Correlated quantum chemical methods based on post-Hartree-Fock (post-HF) approximations are instead systematically improvable and could potentially overcome some of the limitations of DFT for materials simulations. Among those, second-order Møller-Plesset perturbation theory (MP2)5 and coupled cluster theory6 have been recently implemented for periodic materials7,8,9,10,11. However, their computational cost is significant for most practical applications in materials science and this issue becomes even more dramatic when finite-temperature effects have to be included by performing molecular dynamics (MD) simulations or Monte Carlo sampling. For example, a brute-force computation of the enthalpy of adsorption considered in this work would require billions of CPU hours and hundreds of real-time years to be completed.

In the context of MD simulations, machine learning (ML) is nowadays a well-established tool to achieve larger system sizes and longer time scales12,13,14,15. This is achieved by decomposing the total energy in atomic contributions and using ML regression models to “fit” the interatomic potential. Still, the ML-accelerated MD typically requires large amounts of data and becomes rapidly challenging for the more expensive approximations.

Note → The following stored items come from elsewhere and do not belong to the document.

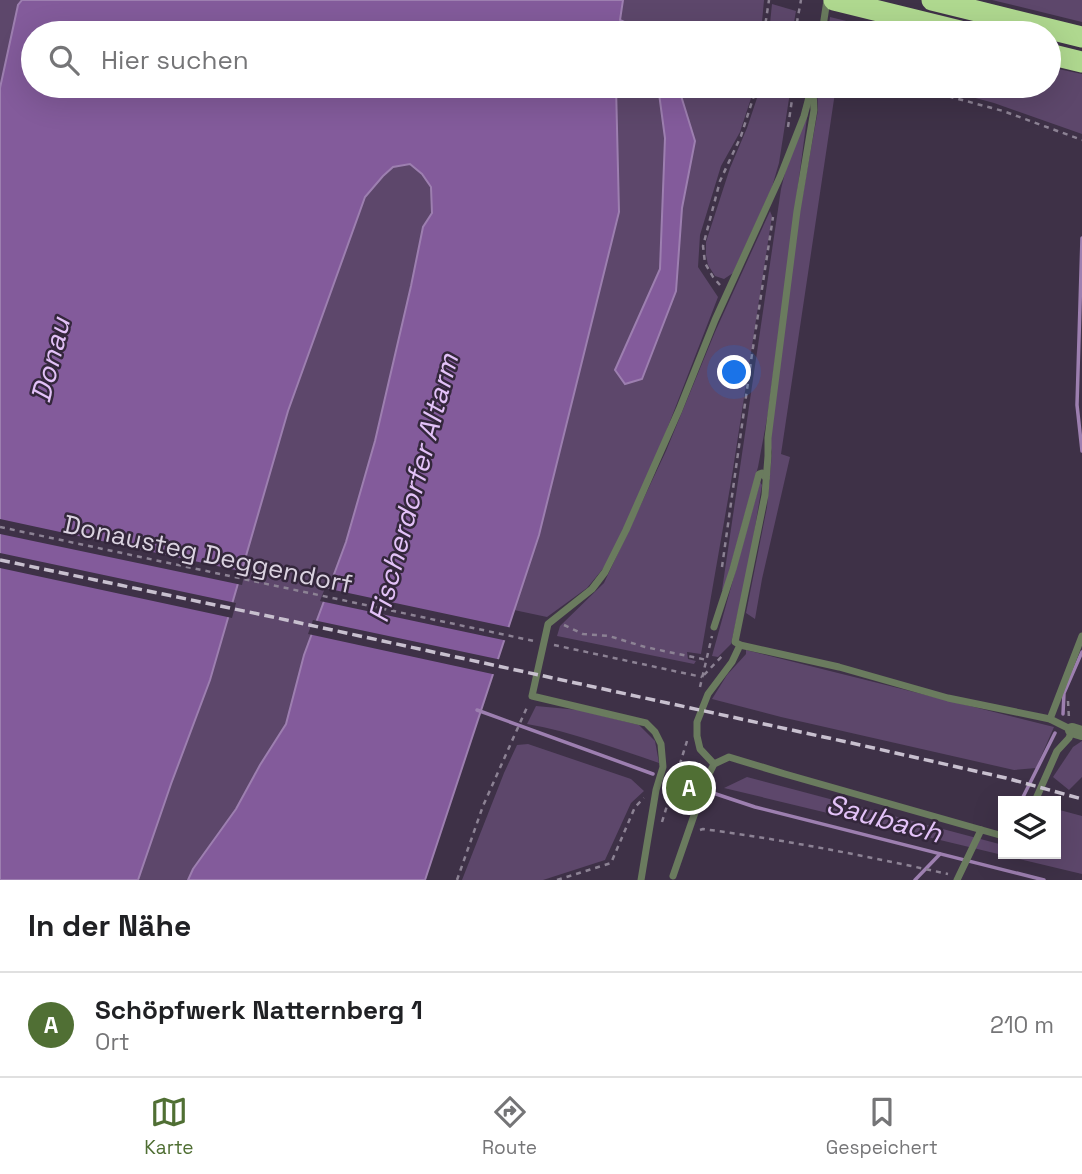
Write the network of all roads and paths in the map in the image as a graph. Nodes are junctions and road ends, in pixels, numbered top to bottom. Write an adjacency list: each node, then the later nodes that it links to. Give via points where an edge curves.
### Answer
1 (769, 0): 6 (path)
2 (802, 0): 7 (path)
3 (827, 0): 8 (lane)
4 (834, 0): 9 (highway)
5 (932, 0): 10 (highway)
6 (766, 21)
7 (798, 21)
8 (824, 21)
9 (918, 21)
10 (1017, 21)
11 (1061, 32): 12 (highway)
12 (1082, 37)
13 (1061, 57): 14 (highway)
14 (1082, 62)
15 (753, 98): 21 (path, via 720,181 703,246 705,263)
16 (809, 98): 21 (lane, via 780,177)
17 (813, 98): 22 (lane)
18 (955, 98): 19 (path)
19 (1082, 140)
20 (773, 218): 24 (path)
21 (727, 293): 25 (lane, via 605,572 592,589)
22 (766, 478): 26 (lane, via 759,474); 30 (lane, via 735,642)
23 (0, 527): 28 (path, Donausteg Deggendorf)
24 (721, 574)
25 (557, 617): 32 (path, via 583,634); 35 (lane, via 548,624)
26 (714, 627): 32 (path)
27 (1082, 636): 37 (lane)
28 (538, 642)
29 (552, 645): 33 (path)
30 (740, 645): 37 (lane); 40 (lane, via 708,694 697,722 700,749)
31 (719, 659): 33 (path)
32 (707, 660): 33 (path)
33 (702, 677): 34 (path)
34 (699, 688)
35 (533, 696): 43 (lane, via 646,723 661,744 663,767); 51 (path, via 483,806)
36 (1068, 701): 38 (path, via 1069,719)
37 (1050, 719): 38 (lane)
38 (1077, 732): 44 (lane, via 1058,751)
39 (689, 733): 41 (path)
40 (714, 764): 42 (lane); 46 (lane, via 729,757)
41 (679, 768): 42 (path); 45 (path)
42 (704, 776): 47 (lane)
43 (656, 793): 52 (path, via 635,807 611,863); 53 (lane)
44 (1037, 796)
45 (661, 823)
46 (981, 830): 48 (lane); 50 (lane)
47 (687, 835): 49 (lane); 50 (path, via 703,829 728,832 848,852)
48 (998, 835)
49 (673, 876)
50 (958, 878)
51 (457, 880)
52 (557, 880)
53 (641, 880)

In this work, we show how finite-temperature observables for periodic materials can be evaluated using the ‘gold standard’ coupled cluster ansatz, including single, double, and perturbative triple particle-hole excitation operators (CCSD(T)) in combination with machine learning techniques coupled with thermodynamic perturbation theory and Monte Carlo sampling. Within this approach, the computational cost is limited to a small number (a few tens) of single-point energy calculations that are then used to train a data-efficient ML model.

For molecular systems, the application of ML techniques has already been proven to be effective in enhancing the efficiency of CCSD(T) MD simulations13,16,17,18,19. Very recently, applications to molecular condensed phase systems, specifically to liquid water, have also been considered. In ref. 20, the ML model for periodic water was trained with data produced for finite water clusters using near-linear scaling coupled cluster theory. In ref. 21, CCSD(T) calculations were restricted to very small periodic models based on a box of 16 H2O molecules, and the ML model was then used to compute radial distribution functions, diffusion coefficients, and vibrational densities of states. To the best of our knowledge, the application of CCSD(T) to finite-temperature simulations of periodic solid materials has not been previously reported in the literature. Our study was challenging for several reasons. First, we dealt with a system containing more than 200 electrons, far more than used in any previous report on ML-assisted MD CCSD(T) simulations. Second, we focused on a measurable thermodynamic quantity, the enthalpy of adsorption, whose prediction imposes high demands on the quality of the ML model. This is because any error in the energy of a configuration affects not only the underlying phase space function used in ensemble averaging but also the statistical weight of that contribution (see Eq. (2)).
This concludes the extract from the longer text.